Juicy Slow Cooked Lamb Shanks
|Pearl barley||25 Gram|
|Butter beans||1 Can (10 oz)|
|Chicken stock||250 Milliliter|
|White wine||125 Milliliter|
|Tomato puree||1 Tablespoon|
|Fresh thyme||1 Teaspoon|
Brown off the lamb shanks quickly on all sides in a really hot ovenproof saucepan (steal your mum's Le Creuset) with a good splosh of olive oil then remove meat and set aside.
Turn heat down to medium and in the same saucepan brown off the lardons before adding the roughly diced carrot, celery, onion and garlic (when throwing ingredients into the pan imagine you are a matador and try shouting "olé!" for dramatic effect).
When the onion has gone translucent stir in your tomato purée before adding in the wine (nonchalantly from your glass) and reduce by half.

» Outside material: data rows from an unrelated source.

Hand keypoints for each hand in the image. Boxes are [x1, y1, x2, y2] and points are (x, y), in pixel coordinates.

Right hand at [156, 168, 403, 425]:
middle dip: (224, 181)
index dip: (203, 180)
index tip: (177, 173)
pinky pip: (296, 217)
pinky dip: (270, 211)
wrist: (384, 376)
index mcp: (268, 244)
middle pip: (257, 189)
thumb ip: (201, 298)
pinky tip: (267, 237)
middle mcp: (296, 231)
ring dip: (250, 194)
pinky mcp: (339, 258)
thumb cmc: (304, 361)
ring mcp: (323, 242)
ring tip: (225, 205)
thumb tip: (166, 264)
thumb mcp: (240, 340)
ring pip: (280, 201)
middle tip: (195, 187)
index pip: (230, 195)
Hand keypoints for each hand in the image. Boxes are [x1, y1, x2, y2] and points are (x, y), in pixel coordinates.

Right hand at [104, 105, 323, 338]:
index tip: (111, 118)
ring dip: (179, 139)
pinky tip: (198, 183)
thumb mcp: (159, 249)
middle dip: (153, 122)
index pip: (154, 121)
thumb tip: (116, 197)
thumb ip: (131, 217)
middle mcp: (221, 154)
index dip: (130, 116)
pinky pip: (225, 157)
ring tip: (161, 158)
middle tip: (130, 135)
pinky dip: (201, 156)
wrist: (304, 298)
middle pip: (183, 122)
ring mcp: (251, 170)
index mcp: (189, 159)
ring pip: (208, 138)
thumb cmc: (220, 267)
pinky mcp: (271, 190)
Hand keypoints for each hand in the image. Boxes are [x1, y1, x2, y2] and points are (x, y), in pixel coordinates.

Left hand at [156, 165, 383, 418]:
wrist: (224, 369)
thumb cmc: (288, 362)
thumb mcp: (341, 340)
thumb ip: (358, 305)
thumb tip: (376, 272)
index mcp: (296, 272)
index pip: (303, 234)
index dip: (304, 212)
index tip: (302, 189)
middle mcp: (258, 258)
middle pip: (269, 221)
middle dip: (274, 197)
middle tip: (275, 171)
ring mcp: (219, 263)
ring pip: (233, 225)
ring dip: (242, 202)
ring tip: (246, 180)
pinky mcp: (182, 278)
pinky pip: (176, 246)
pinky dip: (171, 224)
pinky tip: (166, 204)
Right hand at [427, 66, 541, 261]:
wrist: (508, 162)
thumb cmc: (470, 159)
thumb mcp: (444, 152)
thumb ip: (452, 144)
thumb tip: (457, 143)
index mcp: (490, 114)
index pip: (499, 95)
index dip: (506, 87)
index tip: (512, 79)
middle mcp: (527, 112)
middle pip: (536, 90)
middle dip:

Next add the pearl barley (give it a good rinse first), bay leaf, a couple of sprigs of thyme and rosemary, half the beans, chicken stock and the lamb shanks. Generously pepper your performance with words like "seasonal" and "locavore" to inspire awe.
Put a lid on your pan, stick it in the oven on 120°C and invite your date to watch Dances with Wolves (the director's cut).
2 hours in, press pause and cut each sausage into 8 pieces, fry off and then add to your saucepan with the remaining beans.
One hour and a few well placed tears (to show your sensitive side) later take the shanks out of the saucepan, reduce the sauce on the hob until thick and serve it all with warm crusty bread.